Applied Data Science with PythonDS210
- Subject Code :
DS210
Applied Data Science with Python
Course-End Project Problem Statement
Marketing Campaigns
Problem scenario:
Marketing mix stands as a widely utilized concept in the execution of marketing strategies. It encompasses various facets within a comprehensive marketing plan, with a central focus on the four Ps of marketing: product, price, place, and promotion.
Problem objective:
As a data scientist, you must conduct exploratory data analysis and hypothesis testing to enhance your comprehension of the diverse factors influencing customer acquisition.
Data description:
The variables such as birth year, education, income, and others pertain to the first 'P' or 'People' in the tabular data presented to the user. The expenditures on items like wine, fruits, and gold, are associated with Product. Information relevant to sales channels, such as websites and stores, is connected to Place, and the fields discussing promotions and the outcomes of various campaigns are linked to Promotion.
Steps to perform:
- After importing the data, examine variables such as Dt_Customer and Income to verify their accurate importation.

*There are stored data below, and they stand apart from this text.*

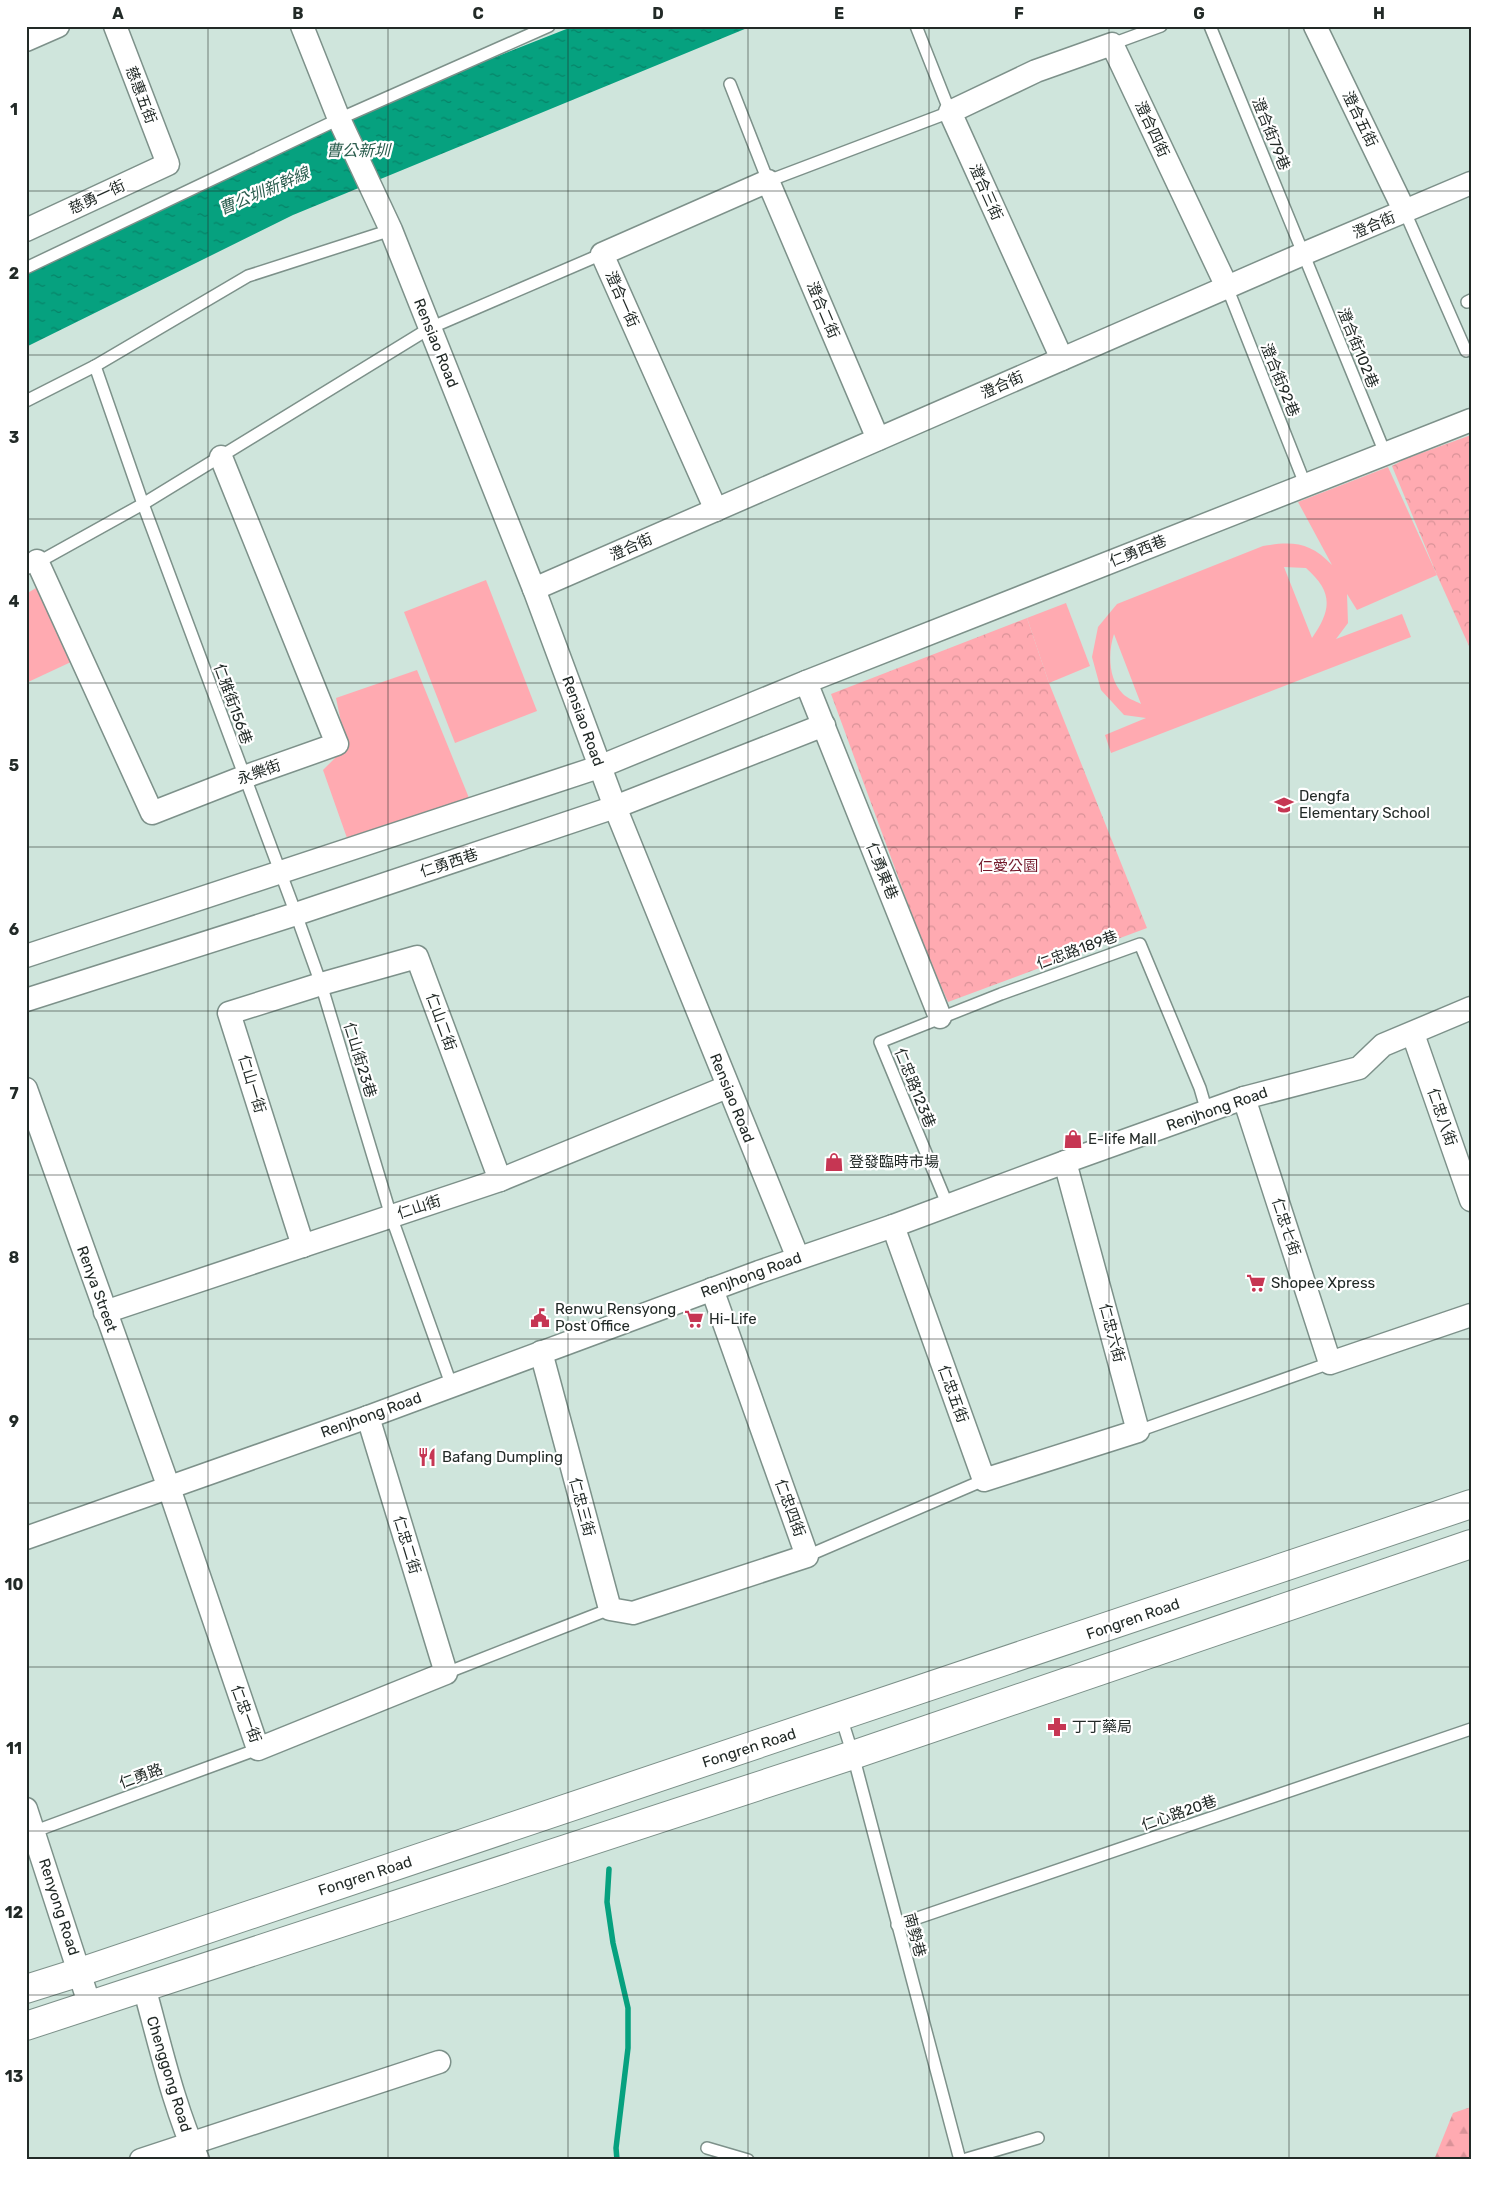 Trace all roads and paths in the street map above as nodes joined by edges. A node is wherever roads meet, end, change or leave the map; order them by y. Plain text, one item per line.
1 (58, 26) edge
2 (115, 26) edge
3 (302, 26) edge
4 (549, 26) edge
5 (916, 26) edge
6 (1161, 26) edge
7 (1210, 26) edge
8 (1316, 26) edge
9 (26, 40) edge
10 (1112, 44) junction
11 (730, 84) dead end
12 (950, 112) junction
13 (339, 119) junction
14 (168, 164) joint
15 (768, 180) junction
16 (1471, 183) edge
17 (1404, 212) junction
18 (26, 230) edge
19 (391, 230) junction
20 (602, 254) junction
21 (1304, 254) junction
22 (26, 268) edge
23 (1227, 287) junction
24 (430, 328) junction
25 (1466, 351) dead end
26 (1062, 359) junction
27 (94, 366) junction
28 (26, 401) edge
29 (1471, 420) edge
30 (878, 439) junction
31 (1385, 453) junction
32 (221, 457) junction
33 (1306, 484) junction
34 (143, 504) junction
35 (716, 510) junction
36 (32, 565) edge
37 (534, 589) junction
38 (806, 682) junction
39 (824, 725) junction
40 (599, 767) junction
41 (244, 777) junction
42 (615, 807) junction
43 (281, 872) junction
44 (296, 914) junction
45 (26, 956) edge
46 (321, 984) junction
47 (26, 1000) edge
48 (1471, 1008) edge
49 (940, 1017) junction
50 (1413, 1034) junction
51 (727, 1087) junction
52 (26, 1089) edge
53 (1244, 1098) junction
54 (1207, 1112) junction
55 (1065, 1162) junction
56 (500, 1180) junction
57 (1471, 1200) edge
58 (948, 1206) junction
59 (391, 1216) junction
60 (893, 1226) junction
61 (303, 1246) junction
62 (798, 1258) junction
63 (712, 1289) junction
64 (105, 1312) junction
65 (1471, 1315) edge
66 (541, 1352) junction
67 (1330, 1363) junction
68 (451, 1384) junction
69 (368, 1417) junction
70 (1138, 1431) junction
71 (984, 1480) junction
72 (169, 1488) junction
73 (1471, 1504) edge
74 (26, 1538) edge
75 (1471, 1544) edge
76 (807, 1556) junction
77 (610, 1609) junction
78 (446, 1673) junction
79 (840, 1718) junction
80 (1471, 1729) edge
81 (258, 1749) junction
82 (853, 1755) junction
83 (26, 1809) edge
84 (30, 1833) edge
85 (897, 1925) junction
86 (80, 1972) junction
87 (144, 1987) junction
88 (26, 1989) edge
89 (90, 2006) junction
90 (26, 2026) edge
91 (439, 2062) dead end
92 (1038, 2138) dead end
93 (707, 2148) dead end
94 (194, 2152) edge
95 (141, 2160) edge
96 (748, 2160) edge
97 (960, 2160) edge
98 (964, 2160) edge

1 - 9 street
2 - 14 street, 慈惠五街
3 - 13 street
4 - 13 lane
5 - 12 lane
6 - 10 lane
7 - 21 lane, 澄合街79巷
8 - 17 street, 澄合五街
10 - 12 street
10 - 23 street, 澄合四街
11 - 15 lane
12 - 15 lane
12 - 26 street, 澄合三街
13 - 19 street, Rensiao Road
13 - 22 lane
14 - 18 street, 慈勇一街
15 - 20 street, 澄合一街
15 - 30 street, 澄合二街
16 - 17 street, 澄合街
17 - 21 street, 澄合街
17 - 25 lane
19 - 24 street, Rensiao Road
19 - 27 lane
20 - 24 lane
20 - 35 street, 澄合一街
21 - 23 street, 澄合街
21 - 31 lane, 澄合街102巷
23 - 26 street, 澄合街
23 - 33 lane, 澄合街92巷
24 - 32 lane
24 - 37 street, Rensiao Road
26 - 30 street, 澄合街
27 - 28 lane
27 - 34 lane, 仁雅街156巷
29 - 31 street, 仁勇西巷
30 - 35 street, 澄合街
31 - 33 street, 仁勇西巷
32 - 34 lane
32 - 41 street, 永樂街
33 - 38 street, 仁勇西巷
34 - 36 lane
34 - 41 lane, 仁雅街156巷
35 - 37 street, 澄合街
36 - 41 street, 永樂街
37 - 40 street, Rensiao Road
38 - 39 street
38 - 40 street, 仁勇西巷
39 - 42 street, 仁勇西巷
39 - 49 street, 仁勇東巷
40 - 42 street, Rensiao Road
40 - 43 street, 仁勇西巷
41 - 43 lane, 仁雅街156巷
42 - 44 street, 仁勇西巷
42 - 51 street, Rensiao Road
43 - 44 lane, 仁雅街156巷
43 - 45 street, 仁勇西巷
44 - 46 lane, 仁山街23巷
44 - 47 street, 仁勇西巷
46 - 56 street, 仁山二街
46 - 59 lane, 仁山街23巷
46 - 61 street, 仁山一街
48 - 50 street, Renjhong Road
49 - 54 lane, 仁忠路189巷
49 - 58 lane, 仁忠路123巷
50 - 53 street, Renjhong Road
50 - 57 street, 仁忠八街
51 - 56 street, 仁山街
51 - 62 street, Rensiao Road
52 - 64 street, Renya Street
53 - 54 street, Renjhong Road
53 - 67 street, 仁忠七街
54 - 55 street, Renjhong Road
55 - 58 street, Renjhong Road
55 - 70 street, 仁忠六街
56 - 59 street, 仁山街
58 - 60 street, Renjhong Road
59 - 61 street, 仁山街
59 - 68 lane, 仁山街23巷
60 - 62 street, Renjhong Road
60 - 71 street, 仁忠五街
61 - 64 street, 仁山街
62 - 63 street, Renjhong Road
63 - 66 street, Renjhong Road
63 - 76 street, 仁忠四街
64 - 72 street, Renya Street
65 - 67 street
66 - 68 street, Renjhong Road
66 - 77 street, 仁忠三街
67 - 70 lane
68 - 69 street, Renjhong Road
69 - 72 street, Renjhong Road
69 - 78 street, 仁忠二街
70 - 71 street
71 - 76 lane
72 - 74 street, Renjhong Road
72 - 81 street, 仁忠一街
73 - 79 main road, Fongren Road
75 - 82 main road
76 - 77 street, 仁忠四街
77 - 78 lane
78 - 81 street, 仁忠一街
79 - 82 lane, 南勢巷
79 - 86 main road, Fongren Road
80 - 85 lane, 仁心路20巷
81 - 84 lane, 仁勇路
82 - 85 lane, 南勢巷
82 - 87 main road
83 - 84 street, Renyong Road
84 - 86 street, Renyong Road
85 - 97 lane, 南勢巷
86 - 88 main road, Fongren Road
86 - 89 street, Renyong Road
87 - 89 main road
87 - 94 street, Chenggong Road
89 - 90 main road
91 - 94 street
92 - 98 lane
93 - 96 lane
94 - 95 street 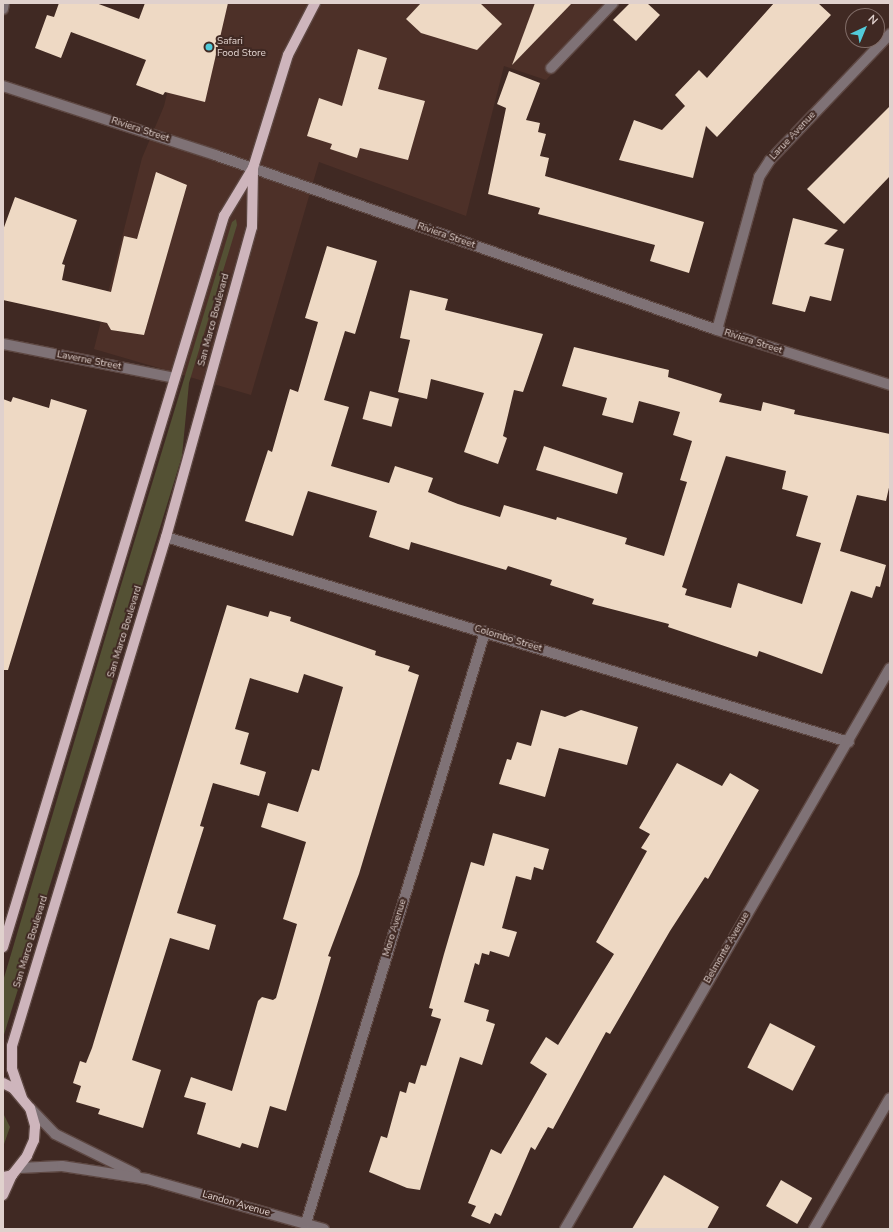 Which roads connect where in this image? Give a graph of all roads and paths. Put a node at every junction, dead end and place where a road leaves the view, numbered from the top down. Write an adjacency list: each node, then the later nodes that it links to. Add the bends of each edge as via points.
1 (4, 3): 4 (street)
2 (314, 3): 8 (main road, San Marco Boulevard, via 288,55)
3 (613, 3): 6 (street)
4 (3, 8)
5 (890, 34): 9 (street, Larue Avenue, via 770,160 759,177)
6 (551, 68)
7 (3, 86): 8 (street, Riviera Street)
8 (253, 168): 9 (street, Riviera Street); 11 (main road, San Marco Boulevard, via 224,216); 13 (main road, San Marco Boulevard, via 252,227)
9 (717, 330): 12 (street, Riviera Street)
10 (3, 344): 11 (street, Laverne Street)
11 (175, 378): 17 (main road, San Marco Boulevard)
12 (890, 386)
13 (166, 537): 14 (street, Colombo Street); 19 (main road, San Marco Boulevard, via 12,1046 12,1069)
14 (485, 632): 16 (street, Colombo Street); 25 (street, Moro Avenue)
15 (890, 668): 16 (street, Belmonte Avenue)
16 (849, 742): 27 (street, Belmonte Avenue)
17 (3, 948)
18 (3, 1083): 19 (main road)
19 (22, 1098): 21 (main road)
20 (890, 1098): 28 (street)
21 (30, 1108): 22 (main road, via 35,1126 34,1140); 23 (street, via 54,1134)
22 (11, 1173): 23 (street, via 62,1166); 24 (main road)
23 (147, 1179): 25 (street, Landon Avenue)
24 (3, 1195)
25 (306, 1224): 26 (street, Landon Avenue)
26 (324, 1229)
27 (565, 1229)
28 (814, 1229)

- There are missing income values for some customers. Conduct missing value imputation, considering that customers with similar education and marital status tend to have comparable yearly incomes, on average. It may be necessary to cleanse the data before proceeding. Specifically, scrutinize the categories of education and marital status for data cleaning.
- Create variables to represent the total number of children, age, and total spending.
- Derive the total purchases from the number of transactions across the three channels.
- Generate box plots and histograms to gain insights into the distributions and identify outliers. Implement outlier treatment as needed.
- Apply ordinal and one-hot encoding based on the various types of categorical variables.
- Generate a heatmap to illustrate the correlation between different pairs of variables.
- Test the following hypotheses:
- Older individuals may not possess the same level of technological proficiency and may, therefore, lean toward traditional in-store shopping preferences.
- Customers with children likely experience time constraints, making online shopping a more convenient option.
- Sales at physical stores may face the risk of cannibalization by alternative distribution channels.
- Does the United States significantly outperform the rest of the world in total purchase volumes?
- Use appropriate visualization to help analyze the following:
- Identify the top-performing products and those with the lowest revenue.
- Examine if there is a correlation between customers' age and the acceptance rate of the last campaign.
- Determine the country with the highest number of customers who accepted the last campaign.
- Investigate if there is a discernible pattern in the number of children at home and the total expenditure.
- Analyze the educational background of customers who lodged complaints in the last two years.